İnönü, darbeciler arasında o kadar etkilidir ki, Milli Birlik Komitesi’nde iktidarın CHP’ye bırakılıp ordunun kışlasına dönmesi ciddi ciddi konuşulur ve bu fikirden sonunda vazgeçilir. Ve CHP de Milli Birlik Komitesi’ne ödül olarak ömür boyu senatoda tabii senatör olarak bulunmalarının yolunu açar. Bu tuhaf siyasi rüşvetin dünyada bir eşi ve benzeri yoktur.

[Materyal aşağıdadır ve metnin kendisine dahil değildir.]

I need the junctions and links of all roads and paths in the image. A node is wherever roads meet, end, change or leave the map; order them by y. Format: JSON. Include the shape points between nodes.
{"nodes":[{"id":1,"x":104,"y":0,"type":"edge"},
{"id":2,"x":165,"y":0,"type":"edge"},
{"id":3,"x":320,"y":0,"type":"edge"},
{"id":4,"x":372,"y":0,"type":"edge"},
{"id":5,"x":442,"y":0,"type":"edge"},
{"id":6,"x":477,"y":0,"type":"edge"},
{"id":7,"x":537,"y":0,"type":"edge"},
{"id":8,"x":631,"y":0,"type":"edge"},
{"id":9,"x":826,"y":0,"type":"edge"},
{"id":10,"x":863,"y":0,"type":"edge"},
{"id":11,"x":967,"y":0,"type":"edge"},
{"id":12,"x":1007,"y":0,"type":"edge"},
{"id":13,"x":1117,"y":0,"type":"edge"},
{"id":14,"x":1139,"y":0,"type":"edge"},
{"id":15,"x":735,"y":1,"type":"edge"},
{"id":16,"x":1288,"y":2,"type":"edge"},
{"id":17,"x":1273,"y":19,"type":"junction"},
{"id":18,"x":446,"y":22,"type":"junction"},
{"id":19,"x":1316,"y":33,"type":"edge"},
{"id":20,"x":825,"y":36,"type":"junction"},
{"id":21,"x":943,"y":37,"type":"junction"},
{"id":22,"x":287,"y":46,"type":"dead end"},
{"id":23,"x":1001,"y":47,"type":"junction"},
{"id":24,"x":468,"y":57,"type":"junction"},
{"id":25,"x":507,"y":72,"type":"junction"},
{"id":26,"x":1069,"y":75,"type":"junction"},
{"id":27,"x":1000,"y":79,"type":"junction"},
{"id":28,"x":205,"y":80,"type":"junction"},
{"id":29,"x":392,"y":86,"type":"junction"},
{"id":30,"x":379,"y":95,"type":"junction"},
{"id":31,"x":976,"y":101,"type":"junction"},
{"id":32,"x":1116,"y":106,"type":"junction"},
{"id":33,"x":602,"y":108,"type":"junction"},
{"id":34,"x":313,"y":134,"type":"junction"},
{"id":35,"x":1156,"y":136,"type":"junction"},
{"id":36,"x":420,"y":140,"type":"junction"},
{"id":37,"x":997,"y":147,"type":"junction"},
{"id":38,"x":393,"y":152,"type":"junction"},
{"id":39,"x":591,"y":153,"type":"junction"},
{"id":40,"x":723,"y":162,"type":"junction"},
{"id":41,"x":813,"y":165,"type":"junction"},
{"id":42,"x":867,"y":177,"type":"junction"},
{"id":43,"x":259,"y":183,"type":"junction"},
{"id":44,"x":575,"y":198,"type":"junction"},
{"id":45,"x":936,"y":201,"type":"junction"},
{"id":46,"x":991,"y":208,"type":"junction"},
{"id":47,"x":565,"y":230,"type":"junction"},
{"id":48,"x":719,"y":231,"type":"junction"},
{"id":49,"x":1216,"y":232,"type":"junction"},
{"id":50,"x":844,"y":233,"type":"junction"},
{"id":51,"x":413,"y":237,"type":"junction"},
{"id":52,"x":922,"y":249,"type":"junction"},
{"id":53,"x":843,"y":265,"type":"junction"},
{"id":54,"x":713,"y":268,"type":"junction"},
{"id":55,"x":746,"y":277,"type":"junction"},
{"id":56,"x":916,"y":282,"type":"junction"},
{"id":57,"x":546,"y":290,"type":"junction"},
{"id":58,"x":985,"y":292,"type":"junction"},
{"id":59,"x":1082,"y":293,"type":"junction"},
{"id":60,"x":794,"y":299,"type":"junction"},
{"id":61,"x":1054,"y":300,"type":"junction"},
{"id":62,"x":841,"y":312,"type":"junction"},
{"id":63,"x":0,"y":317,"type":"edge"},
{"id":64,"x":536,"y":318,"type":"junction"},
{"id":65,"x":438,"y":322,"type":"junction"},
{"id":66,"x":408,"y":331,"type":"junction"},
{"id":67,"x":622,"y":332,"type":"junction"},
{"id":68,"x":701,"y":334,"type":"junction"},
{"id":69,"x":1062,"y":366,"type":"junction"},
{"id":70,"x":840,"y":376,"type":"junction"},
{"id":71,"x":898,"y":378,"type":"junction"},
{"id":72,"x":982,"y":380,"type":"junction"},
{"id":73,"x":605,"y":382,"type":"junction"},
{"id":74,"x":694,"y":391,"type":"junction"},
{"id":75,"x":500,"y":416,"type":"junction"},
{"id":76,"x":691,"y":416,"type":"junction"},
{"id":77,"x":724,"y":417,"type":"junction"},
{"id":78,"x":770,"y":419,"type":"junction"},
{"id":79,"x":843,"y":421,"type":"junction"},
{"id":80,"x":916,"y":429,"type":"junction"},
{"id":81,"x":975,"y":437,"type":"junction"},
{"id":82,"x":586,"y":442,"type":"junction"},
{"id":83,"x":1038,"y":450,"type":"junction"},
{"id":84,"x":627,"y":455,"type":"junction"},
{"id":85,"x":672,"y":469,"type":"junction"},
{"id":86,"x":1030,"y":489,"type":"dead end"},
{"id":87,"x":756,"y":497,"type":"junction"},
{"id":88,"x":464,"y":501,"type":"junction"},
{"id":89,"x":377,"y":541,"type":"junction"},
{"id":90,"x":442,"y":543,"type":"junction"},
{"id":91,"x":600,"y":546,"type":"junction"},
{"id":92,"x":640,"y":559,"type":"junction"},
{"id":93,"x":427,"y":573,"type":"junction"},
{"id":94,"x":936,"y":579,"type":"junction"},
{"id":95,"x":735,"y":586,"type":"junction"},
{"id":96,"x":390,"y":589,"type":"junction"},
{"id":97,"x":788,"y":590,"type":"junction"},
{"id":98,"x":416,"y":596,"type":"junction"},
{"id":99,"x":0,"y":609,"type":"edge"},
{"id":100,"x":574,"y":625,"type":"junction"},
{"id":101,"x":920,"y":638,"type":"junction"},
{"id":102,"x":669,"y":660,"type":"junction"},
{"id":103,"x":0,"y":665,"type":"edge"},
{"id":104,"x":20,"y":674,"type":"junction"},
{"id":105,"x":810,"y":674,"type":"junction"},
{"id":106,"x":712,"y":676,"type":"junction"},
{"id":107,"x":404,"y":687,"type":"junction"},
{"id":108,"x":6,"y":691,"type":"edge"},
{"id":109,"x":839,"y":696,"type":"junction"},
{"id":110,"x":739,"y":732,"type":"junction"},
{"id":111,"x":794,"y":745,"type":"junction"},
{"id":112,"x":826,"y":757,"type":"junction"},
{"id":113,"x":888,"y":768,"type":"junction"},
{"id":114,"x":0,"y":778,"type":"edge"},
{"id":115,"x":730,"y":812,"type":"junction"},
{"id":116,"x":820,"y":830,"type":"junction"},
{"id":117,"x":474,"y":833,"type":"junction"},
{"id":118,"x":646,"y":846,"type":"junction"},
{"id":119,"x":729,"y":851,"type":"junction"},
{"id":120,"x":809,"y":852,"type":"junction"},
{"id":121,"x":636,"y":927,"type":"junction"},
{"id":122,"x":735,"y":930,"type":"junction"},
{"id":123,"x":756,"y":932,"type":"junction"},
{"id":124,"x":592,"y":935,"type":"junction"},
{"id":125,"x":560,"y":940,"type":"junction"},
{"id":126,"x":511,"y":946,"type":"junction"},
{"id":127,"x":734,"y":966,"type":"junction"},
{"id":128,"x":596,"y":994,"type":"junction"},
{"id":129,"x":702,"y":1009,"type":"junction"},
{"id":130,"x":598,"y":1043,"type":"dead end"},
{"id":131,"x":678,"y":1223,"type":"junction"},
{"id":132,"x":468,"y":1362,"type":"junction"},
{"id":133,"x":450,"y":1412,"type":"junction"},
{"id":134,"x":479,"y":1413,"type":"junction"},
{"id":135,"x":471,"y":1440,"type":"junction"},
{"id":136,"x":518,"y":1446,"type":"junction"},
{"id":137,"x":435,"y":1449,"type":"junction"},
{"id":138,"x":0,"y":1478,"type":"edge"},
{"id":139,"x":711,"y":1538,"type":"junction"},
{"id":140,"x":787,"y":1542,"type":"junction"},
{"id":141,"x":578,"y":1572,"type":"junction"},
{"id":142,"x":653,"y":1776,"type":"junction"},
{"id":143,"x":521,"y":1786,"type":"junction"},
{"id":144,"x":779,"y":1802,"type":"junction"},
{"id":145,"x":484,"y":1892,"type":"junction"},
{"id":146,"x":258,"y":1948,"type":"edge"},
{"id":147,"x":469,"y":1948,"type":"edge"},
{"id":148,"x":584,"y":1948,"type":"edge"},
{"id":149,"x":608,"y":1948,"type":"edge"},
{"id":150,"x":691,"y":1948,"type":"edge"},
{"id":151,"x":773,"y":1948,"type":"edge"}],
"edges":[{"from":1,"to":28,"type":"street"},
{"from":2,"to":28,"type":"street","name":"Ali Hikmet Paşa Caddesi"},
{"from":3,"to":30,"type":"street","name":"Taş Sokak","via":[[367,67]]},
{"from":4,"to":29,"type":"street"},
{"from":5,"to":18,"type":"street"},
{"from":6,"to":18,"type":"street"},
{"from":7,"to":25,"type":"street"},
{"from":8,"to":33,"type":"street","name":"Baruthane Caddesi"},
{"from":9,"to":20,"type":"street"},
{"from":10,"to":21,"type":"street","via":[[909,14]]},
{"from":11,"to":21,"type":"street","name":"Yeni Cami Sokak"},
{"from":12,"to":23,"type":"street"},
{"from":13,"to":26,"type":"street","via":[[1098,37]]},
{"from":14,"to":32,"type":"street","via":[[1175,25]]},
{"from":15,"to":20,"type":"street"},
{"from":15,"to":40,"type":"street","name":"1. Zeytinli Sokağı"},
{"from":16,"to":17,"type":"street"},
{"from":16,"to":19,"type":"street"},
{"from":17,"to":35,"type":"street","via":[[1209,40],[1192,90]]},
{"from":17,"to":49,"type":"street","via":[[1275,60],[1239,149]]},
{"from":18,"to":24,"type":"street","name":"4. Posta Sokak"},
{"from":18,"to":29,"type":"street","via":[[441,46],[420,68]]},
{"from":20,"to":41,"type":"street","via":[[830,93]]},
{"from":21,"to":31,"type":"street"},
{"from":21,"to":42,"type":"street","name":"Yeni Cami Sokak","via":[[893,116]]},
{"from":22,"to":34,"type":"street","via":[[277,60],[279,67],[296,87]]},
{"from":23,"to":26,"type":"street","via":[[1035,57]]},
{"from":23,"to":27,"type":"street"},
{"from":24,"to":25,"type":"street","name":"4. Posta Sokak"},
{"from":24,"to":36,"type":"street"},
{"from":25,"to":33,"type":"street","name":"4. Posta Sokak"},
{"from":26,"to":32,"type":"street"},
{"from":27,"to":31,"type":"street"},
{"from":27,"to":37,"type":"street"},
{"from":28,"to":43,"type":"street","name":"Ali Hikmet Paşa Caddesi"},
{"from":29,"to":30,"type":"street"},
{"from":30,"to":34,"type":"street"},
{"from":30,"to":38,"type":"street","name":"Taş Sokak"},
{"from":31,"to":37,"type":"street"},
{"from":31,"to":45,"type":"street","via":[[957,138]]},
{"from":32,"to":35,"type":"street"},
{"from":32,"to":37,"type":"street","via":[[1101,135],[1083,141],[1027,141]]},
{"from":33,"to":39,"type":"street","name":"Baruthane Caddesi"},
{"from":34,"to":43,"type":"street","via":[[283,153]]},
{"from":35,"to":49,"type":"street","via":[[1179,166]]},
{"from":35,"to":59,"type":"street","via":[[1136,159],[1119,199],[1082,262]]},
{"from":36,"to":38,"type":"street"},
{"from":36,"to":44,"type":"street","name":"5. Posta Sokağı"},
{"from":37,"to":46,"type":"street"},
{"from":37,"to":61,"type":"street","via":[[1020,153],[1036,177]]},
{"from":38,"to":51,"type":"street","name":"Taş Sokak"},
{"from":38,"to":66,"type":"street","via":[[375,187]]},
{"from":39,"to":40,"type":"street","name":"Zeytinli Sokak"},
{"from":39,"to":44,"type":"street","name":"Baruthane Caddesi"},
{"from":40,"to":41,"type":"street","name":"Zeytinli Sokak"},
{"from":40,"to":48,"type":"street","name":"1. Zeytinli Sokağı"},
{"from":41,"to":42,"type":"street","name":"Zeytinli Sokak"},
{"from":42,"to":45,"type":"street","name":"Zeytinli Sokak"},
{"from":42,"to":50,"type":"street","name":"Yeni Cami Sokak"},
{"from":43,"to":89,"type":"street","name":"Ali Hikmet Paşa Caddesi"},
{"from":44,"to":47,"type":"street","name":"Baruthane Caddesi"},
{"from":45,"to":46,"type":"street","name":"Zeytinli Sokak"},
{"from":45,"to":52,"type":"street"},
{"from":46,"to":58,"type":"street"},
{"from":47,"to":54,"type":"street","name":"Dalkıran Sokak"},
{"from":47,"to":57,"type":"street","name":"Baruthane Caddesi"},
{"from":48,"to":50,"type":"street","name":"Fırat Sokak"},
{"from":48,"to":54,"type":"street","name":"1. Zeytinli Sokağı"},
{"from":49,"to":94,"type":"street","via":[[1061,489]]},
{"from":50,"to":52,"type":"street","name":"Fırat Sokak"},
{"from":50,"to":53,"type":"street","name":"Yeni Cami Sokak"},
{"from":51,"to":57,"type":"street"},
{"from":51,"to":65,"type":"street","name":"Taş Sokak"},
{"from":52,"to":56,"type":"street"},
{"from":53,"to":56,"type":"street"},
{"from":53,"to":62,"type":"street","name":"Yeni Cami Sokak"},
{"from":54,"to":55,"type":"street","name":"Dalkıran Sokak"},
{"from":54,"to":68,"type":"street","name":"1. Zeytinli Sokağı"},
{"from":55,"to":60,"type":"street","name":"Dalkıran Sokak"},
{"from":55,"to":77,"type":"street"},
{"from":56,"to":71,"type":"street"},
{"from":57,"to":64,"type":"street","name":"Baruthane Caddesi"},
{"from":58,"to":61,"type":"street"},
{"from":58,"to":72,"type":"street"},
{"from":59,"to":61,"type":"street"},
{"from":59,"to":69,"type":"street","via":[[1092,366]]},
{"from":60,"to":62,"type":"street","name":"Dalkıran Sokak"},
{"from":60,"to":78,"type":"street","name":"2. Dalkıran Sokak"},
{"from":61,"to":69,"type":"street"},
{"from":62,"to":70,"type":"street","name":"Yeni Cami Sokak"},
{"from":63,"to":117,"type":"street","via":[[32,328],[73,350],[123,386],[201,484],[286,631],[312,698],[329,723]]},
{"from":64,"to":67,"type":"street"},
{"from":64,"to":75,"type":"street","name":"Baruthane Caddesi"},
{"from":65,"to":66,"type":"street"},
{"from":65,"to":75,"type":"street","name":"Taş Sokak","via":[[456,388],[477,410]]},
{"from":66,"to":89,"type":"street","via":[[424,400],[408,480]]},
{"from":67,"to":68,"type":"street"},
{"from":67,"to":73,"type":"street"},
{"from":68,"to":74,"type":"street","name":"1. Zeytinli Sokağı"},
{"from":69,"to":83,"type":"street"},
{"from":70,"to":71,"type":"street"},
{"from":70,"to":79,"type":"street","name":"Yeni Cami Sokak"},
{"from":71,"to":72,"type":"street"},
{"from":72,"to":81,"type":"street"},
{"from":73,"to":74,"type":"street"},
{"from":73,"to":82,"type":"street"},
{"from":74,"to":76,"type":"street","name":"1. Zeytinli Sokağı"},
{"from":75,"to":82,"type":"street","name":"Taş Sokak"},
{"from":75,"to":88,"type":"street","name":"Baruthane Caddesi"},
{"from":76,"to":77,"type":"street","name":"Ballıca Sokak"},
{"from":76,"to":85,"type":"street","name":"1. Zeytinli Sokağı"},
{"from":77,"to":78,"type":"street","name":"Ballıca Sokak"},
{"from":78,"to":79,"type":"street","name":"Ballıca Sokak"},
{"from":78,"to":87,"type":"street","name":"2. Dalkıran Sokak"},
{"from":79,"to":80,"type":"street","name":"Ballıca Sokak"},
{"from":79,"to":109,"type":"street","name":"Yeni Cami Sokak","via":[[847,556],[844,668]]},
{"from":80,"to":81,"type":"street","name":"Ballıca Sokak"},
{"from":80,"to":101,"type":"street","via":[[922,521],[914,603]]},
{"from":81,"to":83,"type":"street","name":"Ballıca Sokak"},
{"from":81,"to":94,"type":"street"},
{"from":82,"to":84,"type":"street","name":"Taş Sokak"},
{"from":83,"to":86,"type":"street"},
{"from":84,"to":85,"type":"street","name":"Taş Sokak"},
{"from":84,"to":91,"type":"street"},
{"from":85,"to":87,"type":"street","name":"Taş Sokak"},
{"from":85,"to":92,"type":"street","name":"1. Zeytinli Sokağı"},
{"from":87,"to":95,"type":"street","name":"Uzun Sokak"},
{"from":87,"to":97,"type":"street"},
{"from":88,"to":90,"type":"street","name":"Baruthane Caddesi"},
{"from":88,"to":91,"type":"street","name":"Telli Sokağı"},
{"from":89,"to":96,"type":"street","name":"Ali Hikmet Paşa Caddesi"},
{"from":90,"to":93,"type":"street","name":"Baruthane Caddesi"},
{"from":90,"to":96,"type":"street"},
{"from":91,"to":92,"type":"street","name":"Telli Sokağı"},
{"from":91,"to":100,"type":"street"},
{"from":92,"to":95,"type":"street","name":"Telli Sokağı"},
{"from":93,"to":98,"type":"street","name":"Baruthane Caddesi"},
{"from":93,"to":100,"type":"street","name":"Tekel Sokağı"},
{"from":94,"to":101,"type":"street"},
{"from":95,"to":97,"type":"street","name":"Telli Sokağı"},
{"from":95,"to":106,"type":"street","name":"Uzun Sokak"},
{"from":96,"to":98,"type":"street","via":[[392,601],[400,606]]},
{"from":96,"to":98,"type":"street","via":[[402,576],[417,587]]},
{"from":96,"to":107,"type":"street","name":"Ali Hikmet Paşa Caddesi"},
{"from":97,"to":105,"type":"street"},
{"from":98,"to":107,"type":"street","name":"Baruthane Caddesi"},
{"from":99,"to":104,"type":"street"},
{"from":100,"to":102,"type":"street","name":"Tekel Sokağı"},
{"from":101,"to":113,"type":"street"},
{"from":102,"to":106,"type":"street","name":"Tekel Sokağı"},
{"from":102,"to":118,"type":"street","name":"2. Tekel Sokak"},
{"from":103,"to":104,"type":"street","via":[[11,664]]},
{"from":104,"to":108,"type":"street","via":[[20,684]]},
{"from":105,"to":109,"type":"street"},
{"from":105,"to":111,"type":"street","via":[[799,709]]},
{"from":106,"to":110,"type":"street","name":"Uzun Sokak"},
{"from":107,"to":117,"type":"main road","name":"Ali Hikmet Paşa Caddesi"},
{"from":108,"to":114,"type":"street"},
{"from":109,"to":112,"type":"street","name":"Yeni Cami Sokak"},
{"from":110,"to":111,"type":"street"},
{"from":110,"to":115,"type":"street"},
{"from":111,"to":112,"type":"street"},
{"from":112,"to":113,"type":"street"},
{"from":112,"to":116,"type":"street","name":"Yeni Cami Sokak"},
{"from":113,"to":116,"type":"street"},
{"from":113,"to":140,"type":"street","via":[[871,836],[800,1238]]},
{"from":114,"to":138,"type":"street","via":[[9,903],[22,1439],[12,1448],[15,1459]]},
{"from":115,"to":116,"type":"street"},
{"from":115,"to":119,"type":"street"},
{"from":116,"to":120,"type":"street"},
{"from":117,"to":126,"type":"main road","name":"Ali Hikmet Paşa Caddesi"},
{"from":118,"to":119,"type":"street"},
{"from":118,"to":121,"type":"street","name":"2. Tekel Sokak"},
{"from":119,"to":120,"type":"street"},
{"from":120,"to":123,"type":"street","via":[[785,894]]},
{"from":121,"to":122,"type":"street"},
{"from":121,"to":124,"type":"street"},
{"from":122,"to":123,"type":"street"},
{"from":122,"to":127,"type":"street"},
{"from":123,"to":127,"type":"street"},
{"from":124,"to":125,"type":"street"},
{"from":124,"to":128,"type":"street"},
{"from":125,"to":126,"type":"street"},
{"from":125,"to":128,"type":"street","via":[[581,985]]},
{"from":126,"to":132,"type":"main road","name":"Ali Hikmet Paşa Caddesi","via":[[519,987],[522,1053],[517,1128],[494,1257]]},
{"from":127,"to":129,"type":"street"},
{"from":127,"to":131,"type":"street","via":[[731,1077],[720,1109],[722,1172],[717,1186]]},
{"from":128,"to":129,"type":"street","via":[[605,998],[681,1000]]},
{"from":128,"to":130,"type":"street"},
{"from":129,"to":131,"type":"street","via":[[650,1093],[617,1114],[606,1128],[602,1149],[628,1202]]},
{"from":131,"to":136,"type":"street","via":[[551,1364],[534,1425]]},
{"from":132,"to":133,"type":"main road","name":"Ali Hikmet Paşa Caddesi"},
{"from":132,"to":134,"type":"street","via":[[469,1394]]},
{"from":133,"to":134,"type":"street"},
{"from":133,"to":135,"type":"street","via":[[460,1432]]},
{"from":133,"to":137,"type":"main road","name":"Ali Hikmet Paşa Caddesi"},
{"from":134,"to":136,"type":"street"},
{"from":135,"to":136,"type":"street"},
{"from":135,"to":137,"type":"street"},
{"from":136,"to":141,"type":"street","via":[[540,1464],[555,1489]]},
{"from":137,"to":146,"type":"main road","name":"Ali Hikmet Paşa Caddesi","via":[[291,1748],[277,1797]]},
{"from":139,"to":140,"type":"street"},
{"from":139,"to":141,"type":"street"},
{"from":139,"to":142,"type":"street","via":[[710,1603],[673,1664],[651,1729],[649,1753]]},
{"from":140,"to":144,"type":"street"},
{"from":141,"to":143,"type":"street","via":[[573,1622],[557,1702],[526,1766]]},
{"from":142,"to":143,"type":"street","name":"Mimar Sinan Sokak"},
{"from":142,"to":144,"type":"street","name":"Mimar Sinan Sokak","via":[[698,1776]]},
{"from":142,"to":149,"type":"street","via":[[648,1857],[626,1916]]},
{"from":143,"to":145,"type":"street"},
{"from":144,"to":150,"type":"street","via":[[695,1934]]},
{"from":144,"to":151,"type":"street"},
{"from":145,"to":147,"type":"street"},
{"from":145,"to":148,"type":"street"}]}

CHP darbecilerle öylesine iç içedir ki, 1960 darbesinden feyz alarak Harp Okulu öğrencilerini sokağa döken ve yeni bir darbe için kolları sıvayan Albay Talat Aydemir ve arkadaşları CHP Genel Başkanı İsmet İnönü tarafından keyfi bir kararla affedilmiştir. O da ertesi yıl aynı teşebbüsü tekrarlamakta beis görmemiştir. Bütün siyasi partiler kapatılırken CHP kapatılmamış ve örgütüyle dimdik ayakta kalmıştır. Seçimler yapılır, Demokrat Parti’nin devamı Adalet Partisi, çoğunluğu alır. Darbeciler bunu hazmedemezler. Bütün siyasi parti genel başkanları Çankaya’da toplanır ve ünlü Çankaya protokolü imzalanır. Bu protokole göre siyasi partiler CHP Genel Başkanı İsmet İnönü’nün başbakanlığına razı olmazlarsa bu seçim geçersiz sayılacaktır. Onlar da kerhen bunu kabul ederler ve İnönü, başbakan olur.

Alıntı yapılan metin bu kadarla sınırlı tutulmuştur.